__Stored items__:
########################################

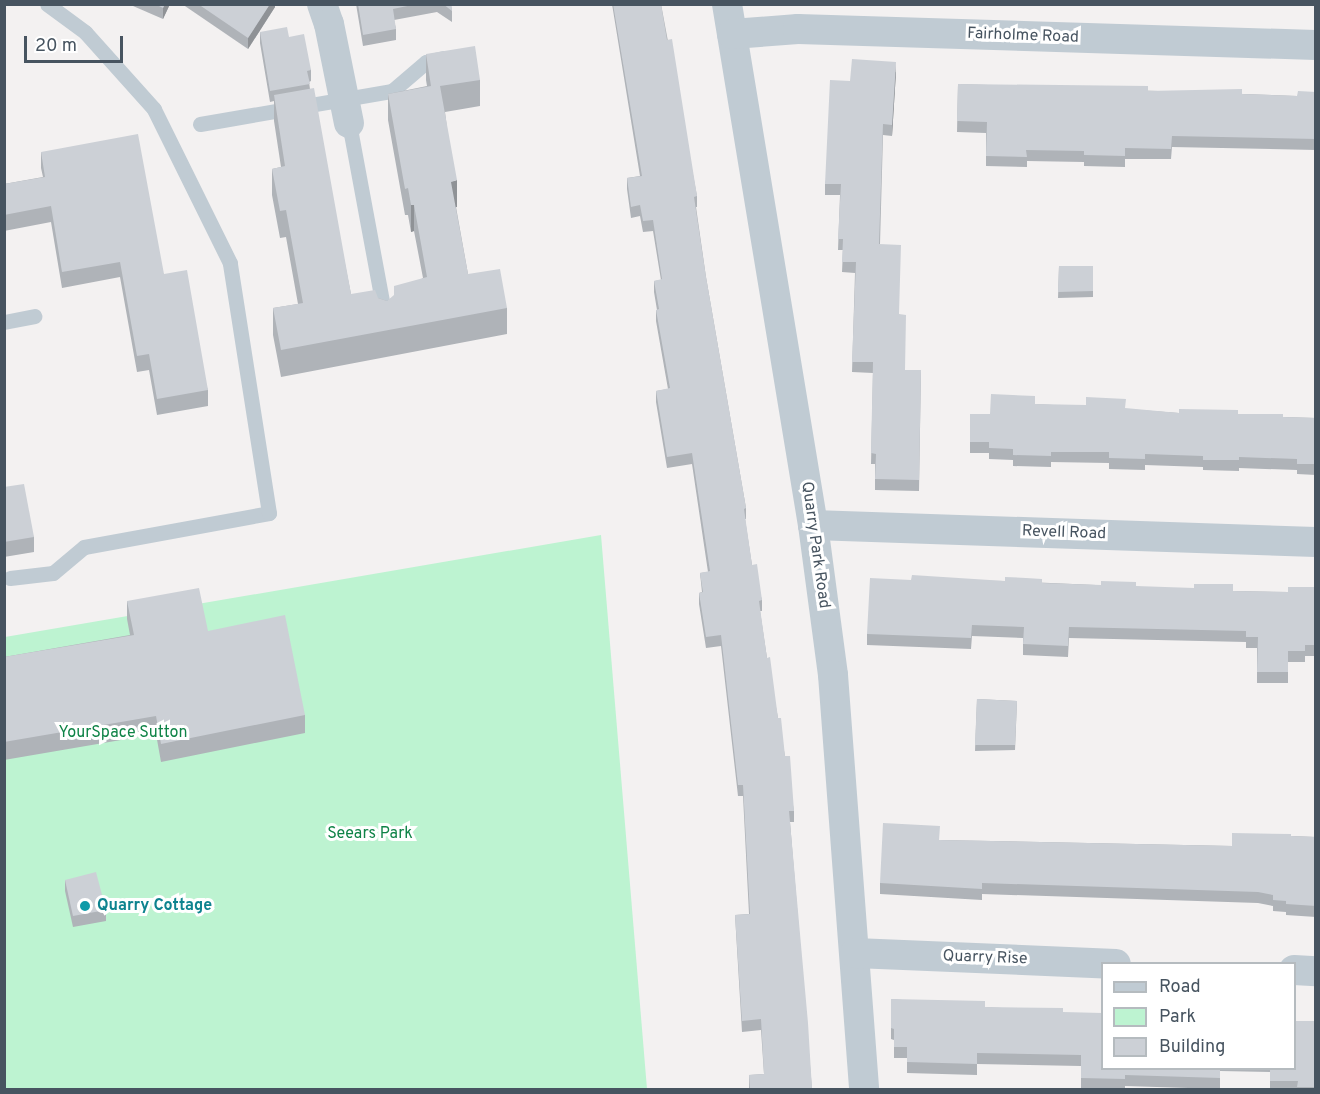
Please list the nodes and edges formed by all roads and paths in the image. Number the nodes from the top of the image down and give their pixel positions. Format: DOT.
graph roads {
  1 [pos="47,4"];
  2 [pos="322,4"];
  3 [pos="727,4"];
  4 [pos="732,34"];
  5 [pos="1316,45"];
  6 [pos="459,55"];
  7 [pos="347,111"];
  8 [pos="200,124"];
  9 [pos="34,316"];
  10 [pos="385,318"];
  11 [pos="4,322"];
  12 [pos="813,525"];
  13 [pos="1316,542"];
  14 [pos="10,578"];
  15 [pos="855,953"];
  16 [pos="1101,962"];
  17 [pos="1296,970"];
  18 [pos="1316,971"];
  19 [pos="864,1089"];
  1 -- 14 [label="lane"];
  2 -- 7 [label="street"];
  3 -- 4 [label="street, Quarry Park Road"];
  4 -- 5 [label="street, Fairholme Road"];
  4 -- 12 [label="street, Quarry Park Road"];
  6 -- 7 [label="lane"];
  7 -- 8 [label="lane"];
  7 -- 10 [label="lane"];
  9 -- 11 [label="lane"];
  12 -- 13 [label="street, Revell Road"];
  12 -- 15 [label="street, Quarry Park Road"];
  15 -- 16 [label="street, Quarry Rise"];
  15 -- 19 [label="street, Quarry Park Road"];
  17 -- 18 [label="street"];
}
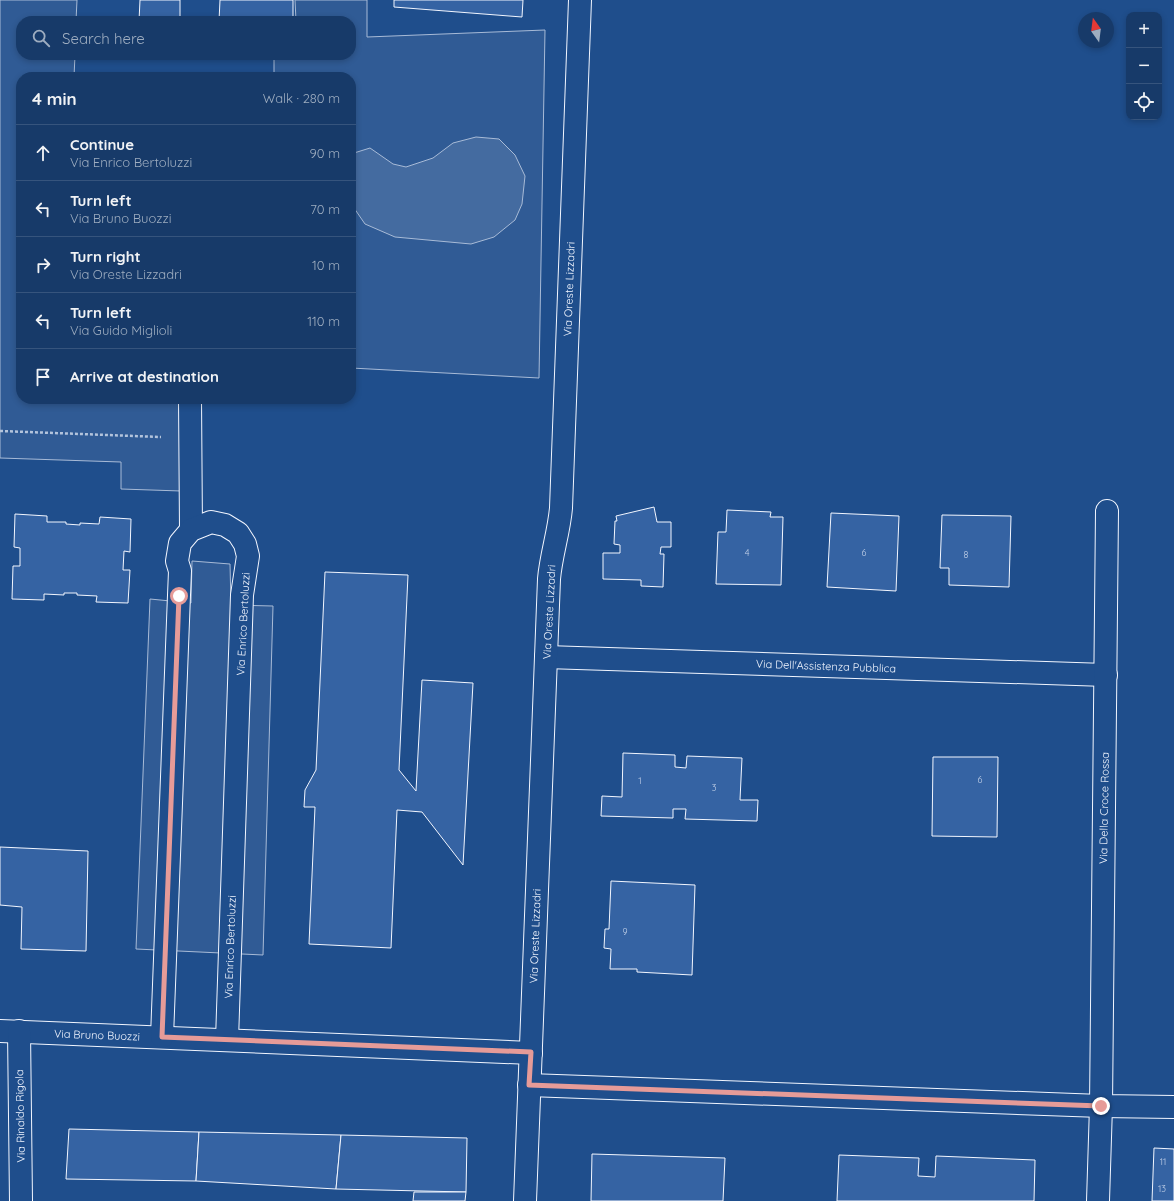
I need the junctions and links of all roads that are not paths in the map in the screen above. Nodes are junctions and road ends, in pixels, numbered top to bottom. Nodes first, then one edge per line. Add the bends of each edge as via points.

########################################

__Work instructions__:
Excluding the images, return each record above precisely as written.

__Result of this task__:
Please list the nodes and edges formed by all roads and paths in the image. Number the nodes from the top of the image down and give their pixel positions. Format: DOT.
graph roads {
  1 [pos="47,4"];
  2 [pos="322,4"];
  3 [pos="727,4"];
  4 [pos="732,34"];
  5 [pos="1316,45"];
  6 [pos="459,55"];
  7 [pos="347,111"];
  8 [pos="200,124"];
  9 [pos="34,316"];
  10 [pos="385,318"];
  11 [pos="4,322"];
  12 [pos="813,525"];
  13 [pos="1316,542"];
  14 [pos="10,578"];
  15 [pos="855,953"];
  16 [pos="1101,962"];
  17 [pos="1296,970"];
  18 [pos="1316,971"];
  19 [pos="864,1089"];
  1 -- 14 [label="lane"];
  2 -- 7 [label="street"];
  3 -- 4 [label="street, Quarry Park Road"];
  4 -- 5 [label="street, Fairholme Road"];
  4 -- 12 [label="street, Quarry Park Road"];
  6 -- 7 [label="lane"];
  7 -- 8 [label="lane"];
  7 -- 10 [label="lane"];
  9 -- 11 [label="lane"];
  12 -- 13 [label="street, Revell Road"];
  12 -- 15 [label="street, Quarry Park Road"];
  15 -- 16 [label="street, Quarry Rise"];
  15 -- 19 [label="street, Quarry Park Road"];
  17 -- 18 [label="street"];
}
I need the junctions and links of all roads that are not paths in the map in the screen above. Nodes are junctions and road ends, in pixels, numbered top to bottom. Nodes first, then one edge per line. Add the bends of each edge as via points.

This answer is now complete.